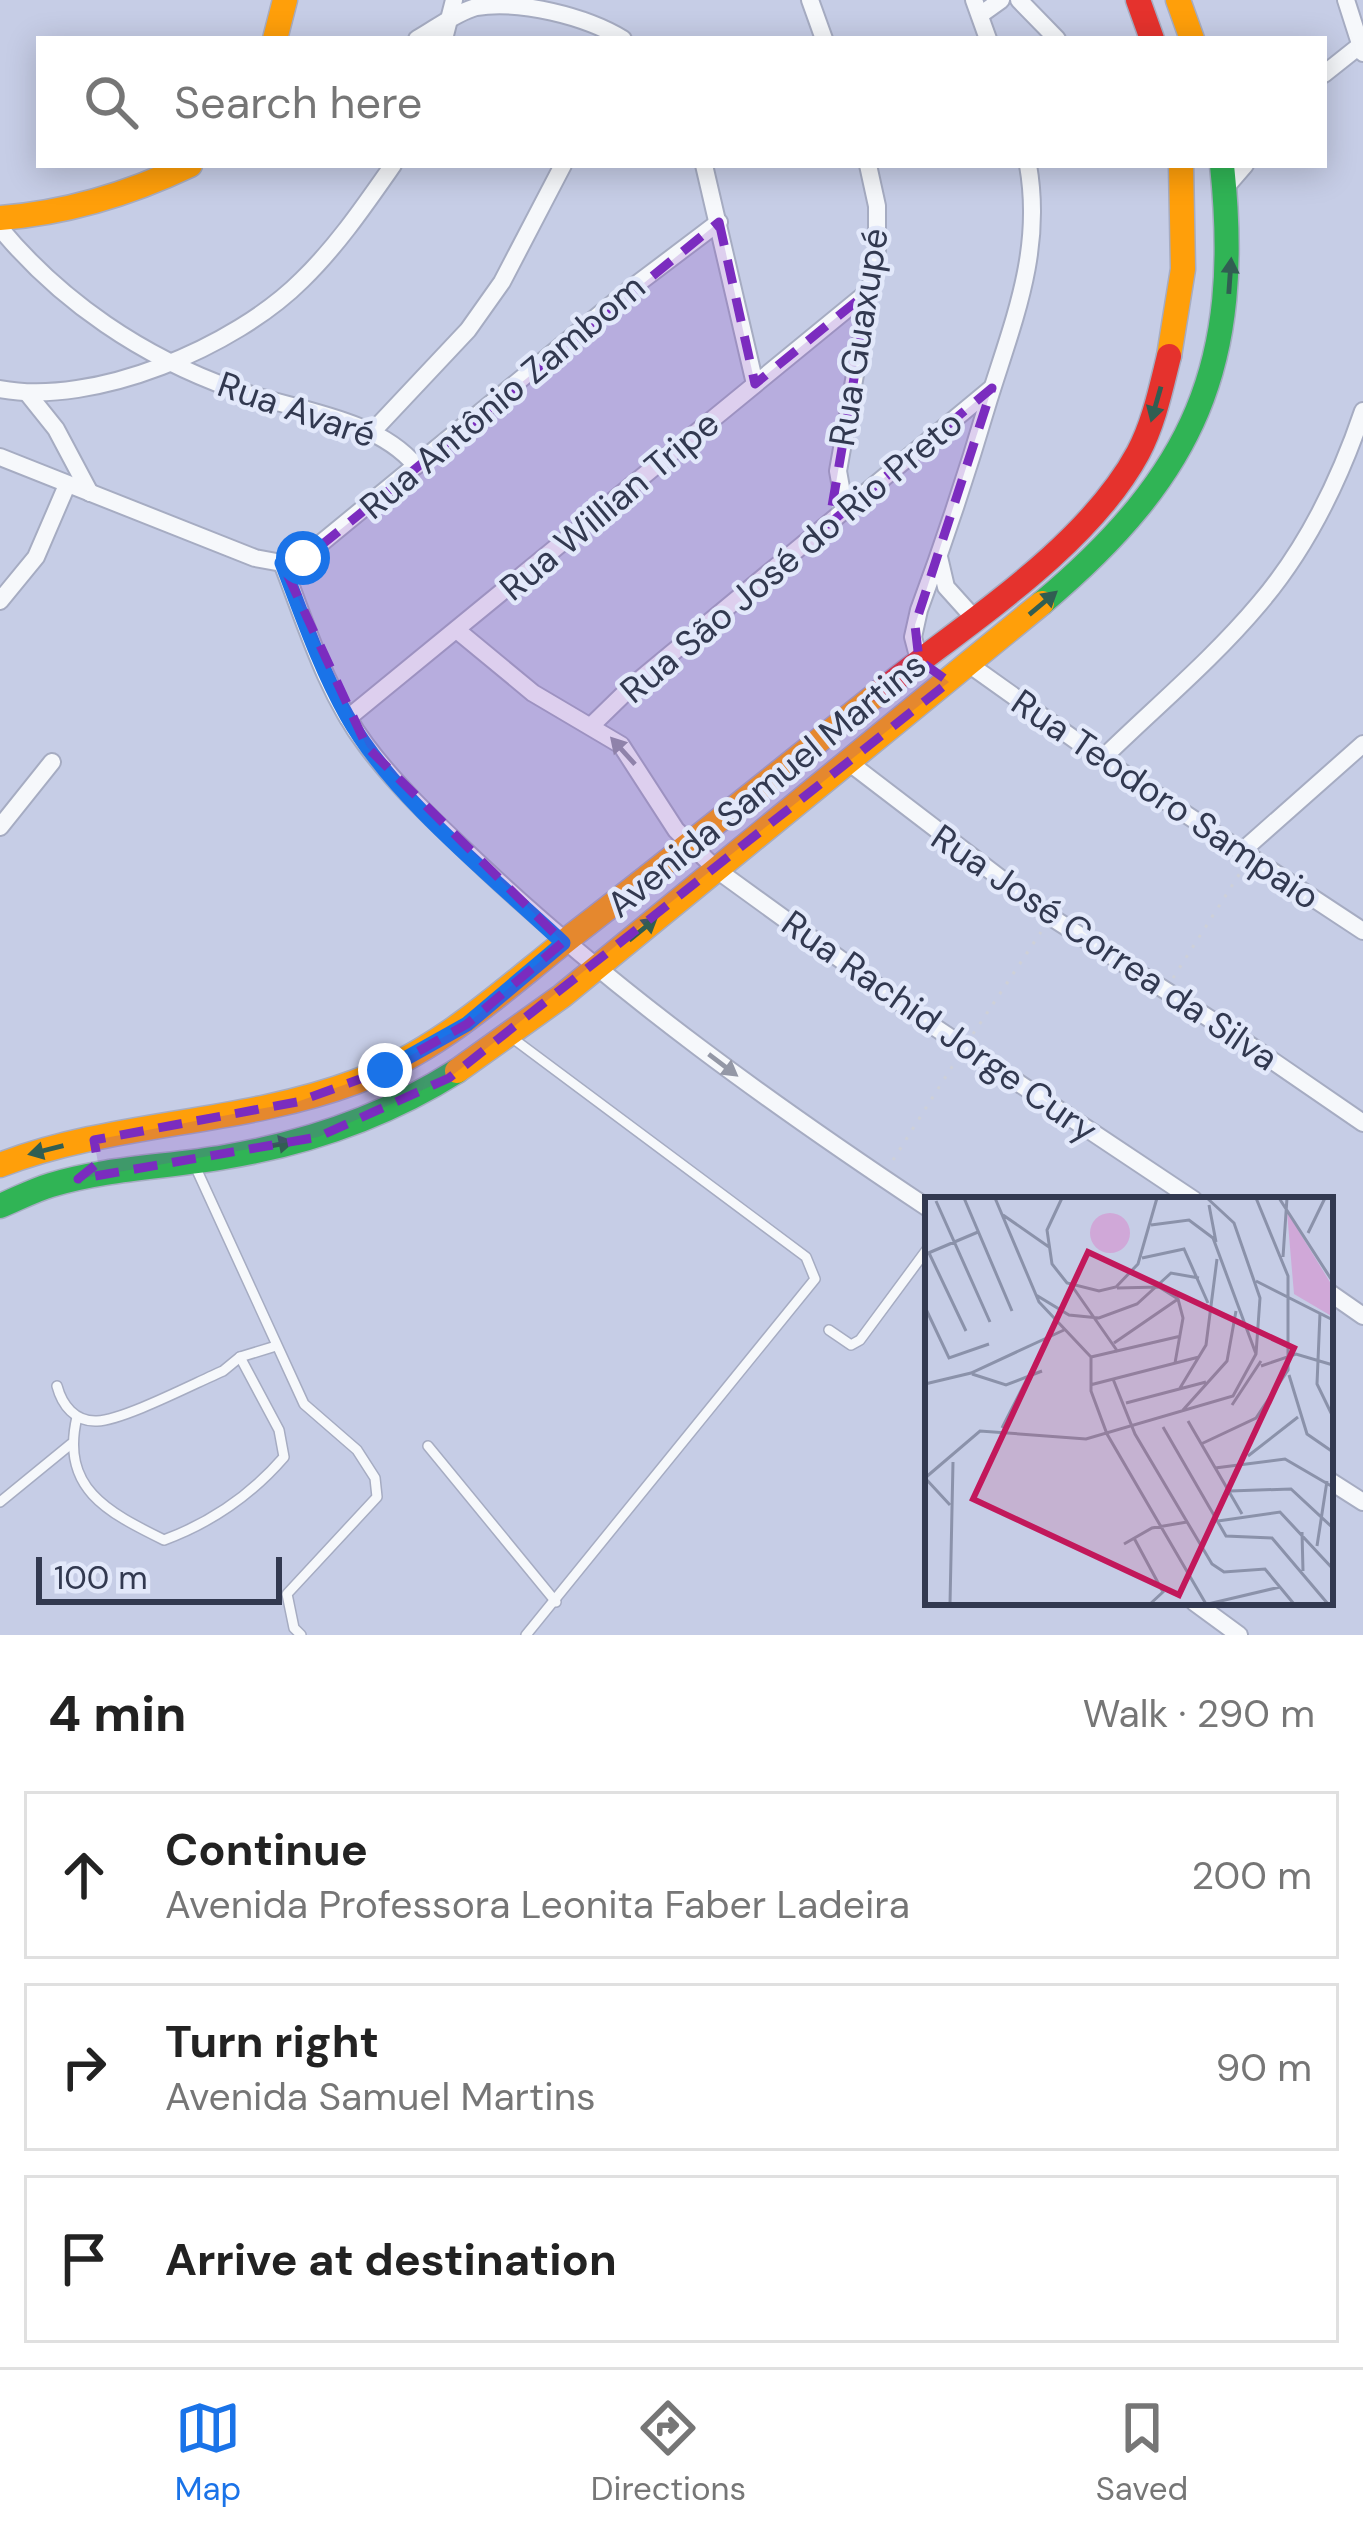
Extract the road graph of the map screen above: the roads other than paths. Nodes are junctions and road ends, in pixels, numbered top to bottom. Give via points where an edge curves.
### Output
1 (285, 0) edge
2 (454, 0) edge
3 (810, 0) edge
4 (1001, 0) edge
5 (1019, 0) edge
6 (1138, 0) edge
7 (1178, 0) edge
8 (1346, 0) edge
9 (977, 8) edge
10 (446, 30) edge
11 (275, 36) edge
12 (612, 36) edge
13 (823, 36) edge
14 (1054, 36) edge
15 (1151, 36) edge
16 (1191, 36) edge
17 (1362, 47) edge
18 (1327, 72) edge
19 (183, 168) edge
20 (391, 168) edge
21 (561, 168) edge
22 (705, 168) edge
23 (869, 168) edge
24 (1028, 168) edge
25 (1181, 170) edge
26 (1224, 176) edge
27 (0, 218) edge
28 (719, 222) junction
29 (0, 229) edge
30 (869, 291) junction
31 (170, 362) junction
32 (755, 384) junction
33 (992, 388) junction
34 (0, 389) edge
35 (57, 392) junction
36 (28, 394) junction
37 (1363, 411) edge
38 (56, 429) junction
39 (373, 431) junction
40 (0, 457) edge
41 (416, 466) junction
42 (67, 485) junction
43 (90, 493) junction
44 (845, 510) junction
45 (939, 556) junction
46 (282, 563) junction
47 (0, 601) edge
48 (973, 617) junction
49 (458, 631) junction
50 (995, 644) junction
51 (919, 660) junction
52 (970, 665) junction
53 (949, 682) junction
54 (348, 718) junction
55 (592, 725) junction
56 (1361, 744) edge
57 (1102, 759) junction
58 (52, 762) dead end
59 (851, 764) junction
60 (0, 827) edge
61 (690, 845) junction
62 (1245, 855) junction
63 (717, 870) junction
64 (1363, 931) edge
65 (563, 943) junction
66 (596, 968) junction
67 (511, 1037) junction
68 (1363, 1124) edge
69 (94, 1140) junction
70 (193, 1161) junction
71 (0, 1165) edge
72 (78, 1179) junction
73 (1189, 1197) edge
74 (0, 1206) edge
75 (925, 1206) edge
76 (925, 1252) edge
77 (1333, 1295) edge
78 (1363, 1316) edge
79 (829, 1330) dead end
80 (276, 1346) junction
81 (240, 1358) junction
82 (57, 1386) dead end
83 (77, 1417) junction
84 (70, 1444) junction
85 (428, 1446) dead end
86 (1333, 1482) edge
87 (0, 1502) edge
88 (1363, 1502) edge
89 (556, 1602) junction
90 (1198, 1605) edge
91 (301, 1635) edge
92 (526, 1635) edge
93 (1238, 1635) edge

1 - 11 main road
2 - 10 street
3 - 13 street
4 - 9 street
5 - 14 street
6 - 15 main road
7 - 16 main road
8 - 17 street
10 - 12 street via 476,7 513,5
17 - 18 street
19 - 27 main road via 116,199
20 - 31 street, Rua Avaré via 298,285
21 - 39 street via 502,282
22 - 28 street
23 - 30 street, Rua Guaxupé via 877,206
24 - 33 street via 1033,244
25 - 26 main road
25 -> 48 main road, Avenida Samuel Martins via 1180,311 1144,441 1102,501
50 -> 26 main road, Avenida Samuel Martins via 1128,527 1176,459 1227,320 1232,264
28 - 32 street
28 - 41 street, Rua Antônio Zambom
29 - 31 street via 127,341
30 - 32 street, Rua Willian Tripe
30 - 44 street, Rua Guaxupé via 838,472
31 - 35 street, Rua Avaré
31 - 39 street, Rua Avaré
32 - 49 street, Rua Willian Tripe
33 - 44 street, Rua São José do Rio Preto
33 - 45 street
34 - 36 street, Rua Avaré
35 - 36 street, Rua Avaré
35 - 38 street
36 - 38 street
37 - 57 street via 1336,480 1274,586
38 - 43 street
39 - 41 street, Rua Avaré
40 - 42 street
41 - 46 street, Rua Antônio Zambom via 324,543
42 - 43 street
42 - 47 street via 36,557
43 - 46 street
44 - 55 street, Rua São José do Rio Preto
45 - 48 street via 946,587
45 - 51 street via 915,625
46 - 54 street
48 - 50 main road
48 - 51 main road, Avenida Samuel Martins
49 - 54 street, Rua Willian Tripe
49 - 55 street, Rua Rachid Jorge Cury via 533,693
50 - 52 main road, Avenida Samuel Martins
51 - 53 main road
51 - 61 main road, Avenida Samuel Martins
52 - 53 main road, Avenida Samuel Martins
52 - 57 street, Rua Teodoro Sampaio
53 - 59 main road, Avenida Samuel Martins
54 - 65 street via 431,818
61 -> 55 street, Rua Rachid Jorge Cury via 629,754
56 - 62 street
57 - 62 street, Rua Teodoro Sampaio
58 - 60 street
59 - 63 main road, Avenida Samuel Martins
59 - 68 street, Rua José Correa da Silva via 1051,917
61 - 63 street, Rua Rachid Jorge Cury
61 - 65 main road, Avenida Samuel Martins
62 - 64 street, Rua Teodoro Sampaio
66 -> 63 main road, Avenida Samuel Martins
63 - 73 street, Rua Rachid Jorge Cury
65 - 66 street
65 - 69 main road, Avenida Samuel Martins via 467,1024 385,1070 296,1102
66 - 67 main road, Avenida Samuel Martins
66 -> 75 street
70 -> 67 main road, Avenida Samuel Martins via 365,1120
67 - 89 lane via 806,1257 815,1279
69 -> 71 main road, Avenida Samuel Martins
69 - 72 main road via 97,1158
70 - 72 main road, Avenida Samuel Martins
70 - 80 lane
72 - 74 main road, Avenida Samuel Martins
76 - 79 lane via 860,1340 851,1345
77 - 78 street
80 - 81 lane
80 - 91 lane via 304,1404 357,1450 375,1478 376,1497 287,1594
81 - 83 lane via 102,1421
81 - 84 lane via 279,1430 284,1457 198,1528 164,1540 116,1517 77,1477
82 - 83 lane
83 - 84 lane
84 - 87 lane
85 - 89 lane
86 - 88 street
89 - 92 lane
90 - 93 street

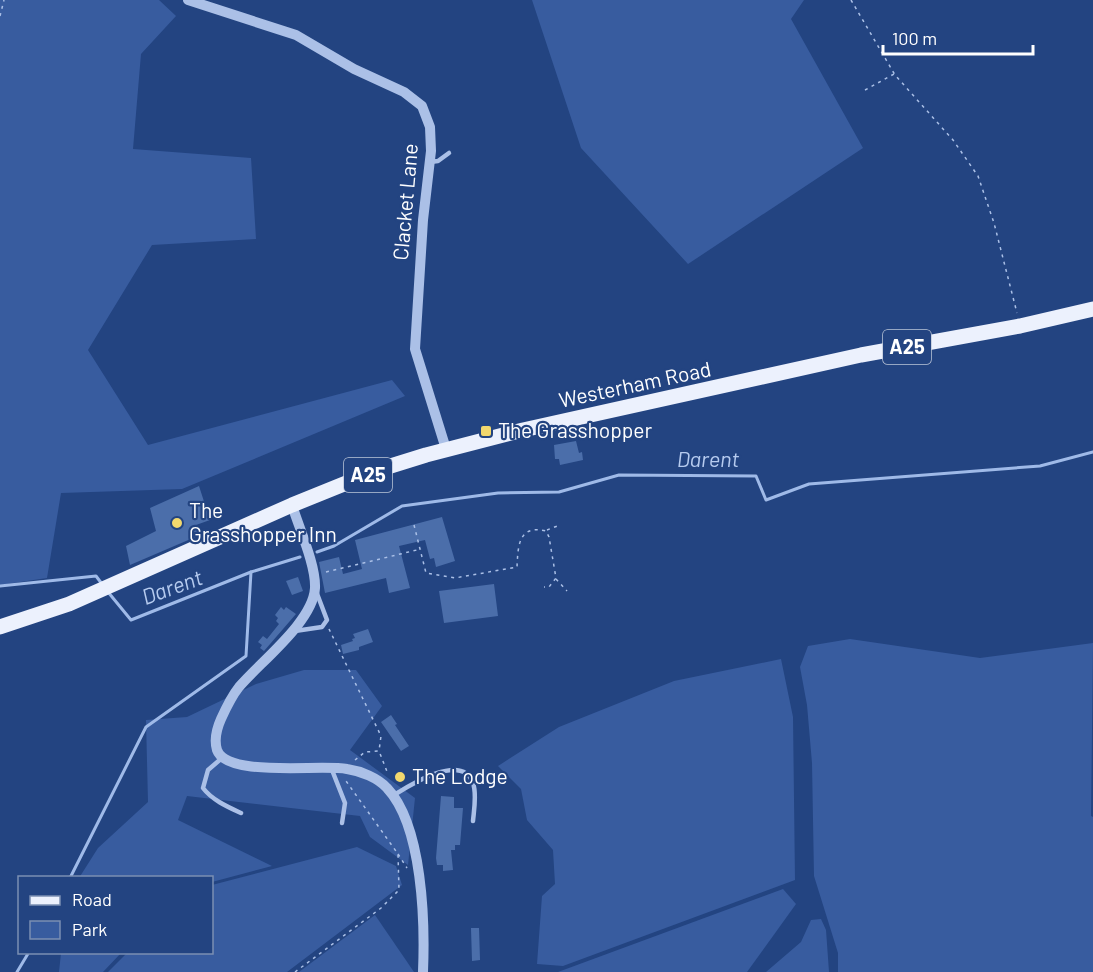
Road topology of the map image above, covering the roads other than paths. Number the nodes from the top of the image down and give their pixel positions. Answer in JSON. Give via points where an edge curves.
{"nodes":[{"id":1,"x":188,"y":0,"type":"edge"},
{"id":2,"x":449,"y":153,"type":"dead end"},
{"id":3,"x":430,"y":162,"type":"junction"},
{"id":4,"x":1093,"y":309,"type":"edge"},
{"id":5,"x":446,"y":449,"type":"junction"},
{"id":6,"x":292,"y":506,"type":"junction"},
{"id":7,"x":315,"y":590,"type":"junction"},
{"id":8,"x":0,"y":627,"type":"edge"},
{"id":9,"x":293,"y":631,"type":"junction"},
{"id":10,"x":222,"y":758,"type":"junction"},
{"id":11,"x":338,"y":768,"type":"junction"},
{"id":12,"x":393,"y":795,"type":"junction"},
{"id":13,"x":241,"y":813,"type":"dead end"},
{"id":14,"x":473,"y":821,"type":"dead end"},
{"id":15,"x":342,"y":823,"type":"dead end"},
{"id":16,"x":423,"y":972,"type":"edge"}],
"edges":[{"from":1,"to":3,"type":"street","name":"Clacket Lane","via":[[296,35],[412,97],[428,118]]},
{"from":2,"to":3,"type":"lane"},
{"from":3,"to":5,"type":"street","name":"Clacket Lane","via":[[415,349]]},
{"from":4,"to":5,"type":"main road","name":"Westerham Road","number":"A25","via":[[861,355]]},
{"from":5,"to":6,"type":"main road","name":"Westerham Road","number":"A25","via":[[381,469]]},
{"from":6,"to":7,"type":"street"},
{"from":6,"to":8,"type":"main road","name":"Westerham Road","number":"A25","via":[[264,511],[106,589]]},
{"from":7,"to":9,"type":"street"},
{"from":7,"to":9,"type":"lane","via":[[327,620],[325,624]]},
{"from":9,"to":10,"type":"street","via":[[238,689],[226,708],[216,738]]},
{"from":10,"to":11,"type":"street","via":[[252,768]]},
{"from":10,"to":13,"type":"lane","via":[[208,770],[203,788]]},
{"from":11,"to":12,"type":"street","via":[[361,772]]},
{"from":11,"to":15,"type":"lane","via":[[345,803]]},
{"from":12,"to":14,"type":"lane","via":[[417,780],[460,771],[473,782]]},
{"from":12,"to":16,"type":"street","via":[[410,828],[421,890]]}]}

• _Exercise requirements_
Search the material for "curves" and copy each matching line.

• _Task response_
Extract the road graph of the map screen above: the roads other than paths. Nodes are junctions and road ends, in pixels, numbered top to bottom. Give via points where an edge curves.
Road topology of the map image above, covering the roads other than paths. Number the nodes from the top of the image down and give their pixel positions. Answer in JSON. Give via points where an edge curves.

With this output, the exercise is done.